After completing the model evaluation, an evaluate_result.json
file will be produced, which records the evaluation results, specifically, whether the evaluation task was completed successfully and the model's evaluation metrics, including acc、norm_edit_dis;
4.4 Model Inference and Model Integration¶
After completing model training and evaluation, you can use the trained model weights for inference prediction or Python integration.
4.4.1 Model Inference¶
To perform inference prediction via the command line, simply use the following command:
Before running the following code, please download the demo image to your local machine.
python main.py -c paddlex/configs/text_recognition/PP-OCRv4_mobile_rec.yaml \
-o Global.mode=predict \
-o Predict.model_dir="./output/best_accuracy/inference" \
-o Predict.input="general_ocr_rec_001.png"
- Specify the
.yaml
configuration file path for the model (here it isPP-OCRv4_mobile_rec.yaml
) - Specify the mode as model inference prediction:
-o Global.mode=predict
- Specify the model weights path:
-o Predict.model_dir="./output/best_accuracy/inference"

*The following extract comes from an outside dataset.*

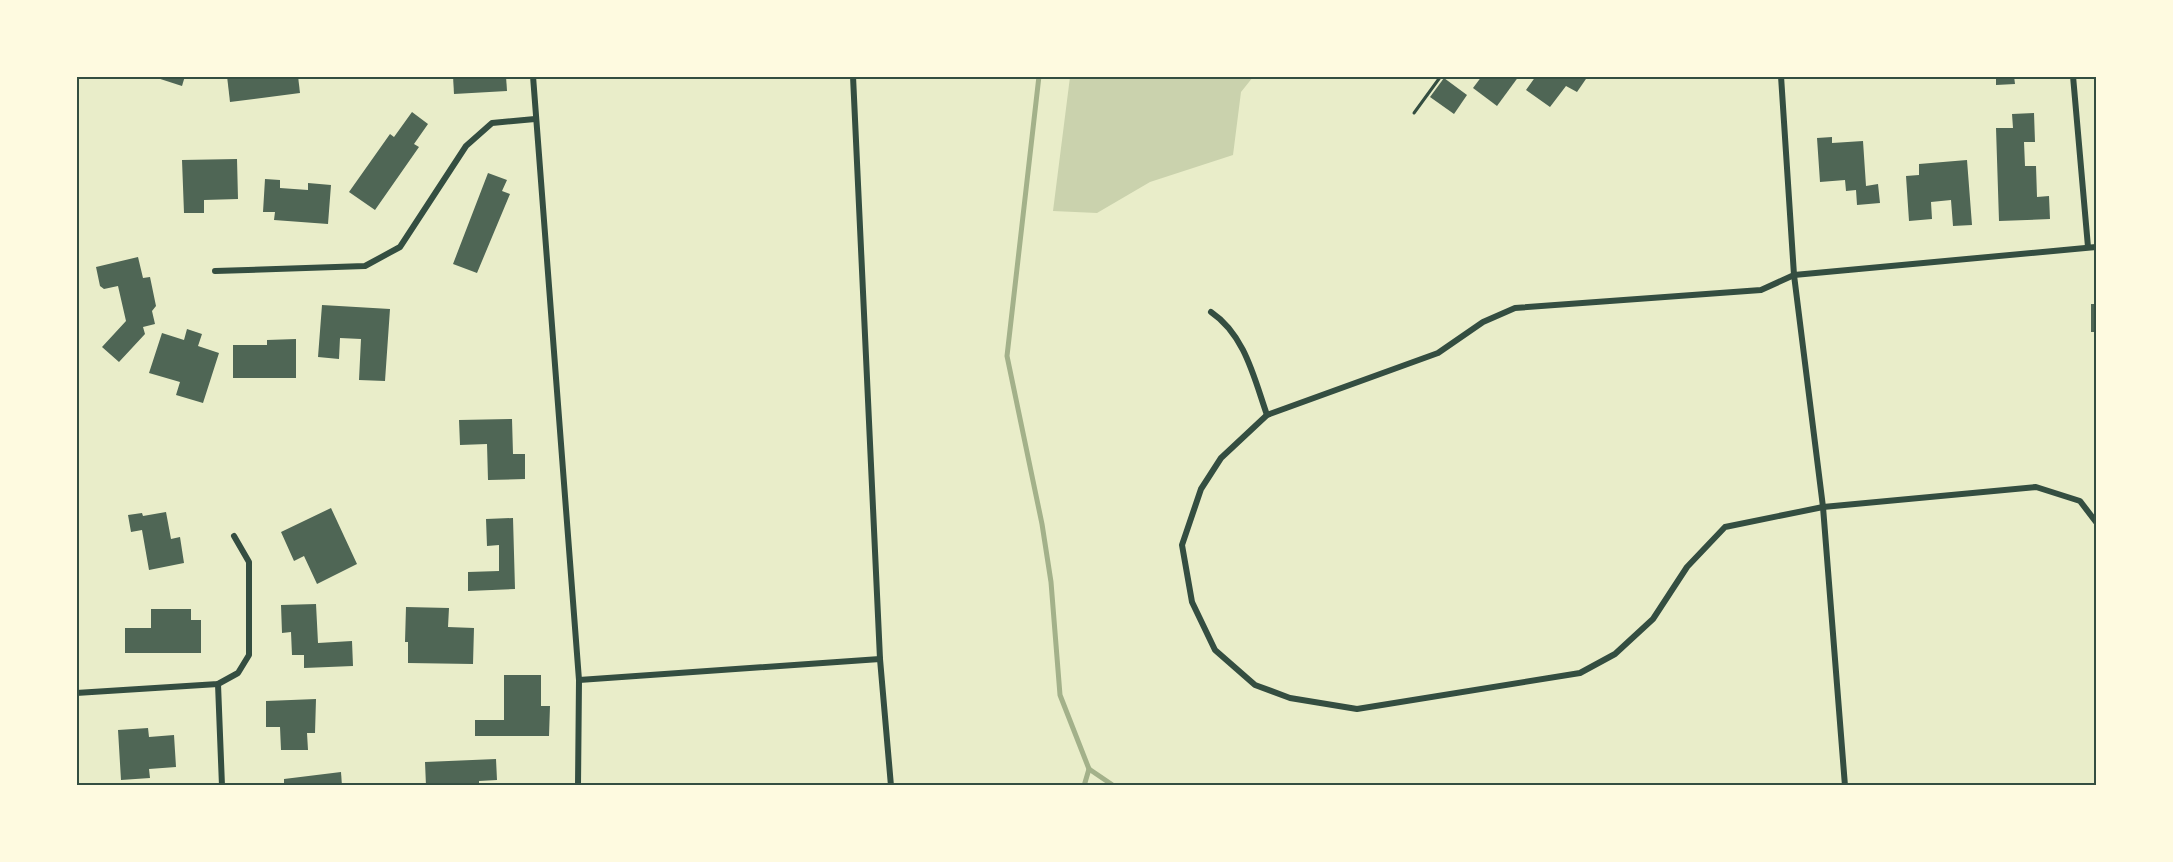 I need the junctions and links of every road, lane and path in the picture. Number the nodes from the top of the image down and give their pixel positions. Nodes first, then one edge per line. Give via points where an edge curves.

- Specify the input data path:
-o Predict.input="..."
Other related parameters can be set by modifying theGlobal
andPredict
fields in the.yaml
configuration file. For details, refer to PaddleX Common Model Configuration File Parameter Description.
4.4.2 Model Integration¶
Models can be directly integrated into the PaddleX pipelines or into your own projects.
1.Pipeline Integration
The text recognition module can be integrated into PaddleX pipelines such as the General OCR Pipeline, General Table Recognition Pipeline, and Document Scene Information Extraction Pipeline v3 (PP-ChatOCRv3). Simply replace the model path to update the text recognition module of the relevant pipeline.
2.Module Integration
The weights you produce can be directly integrated into the text recognition module. Refer to the Quick Integration Python example code. Simply replace the model with the path to your trained model.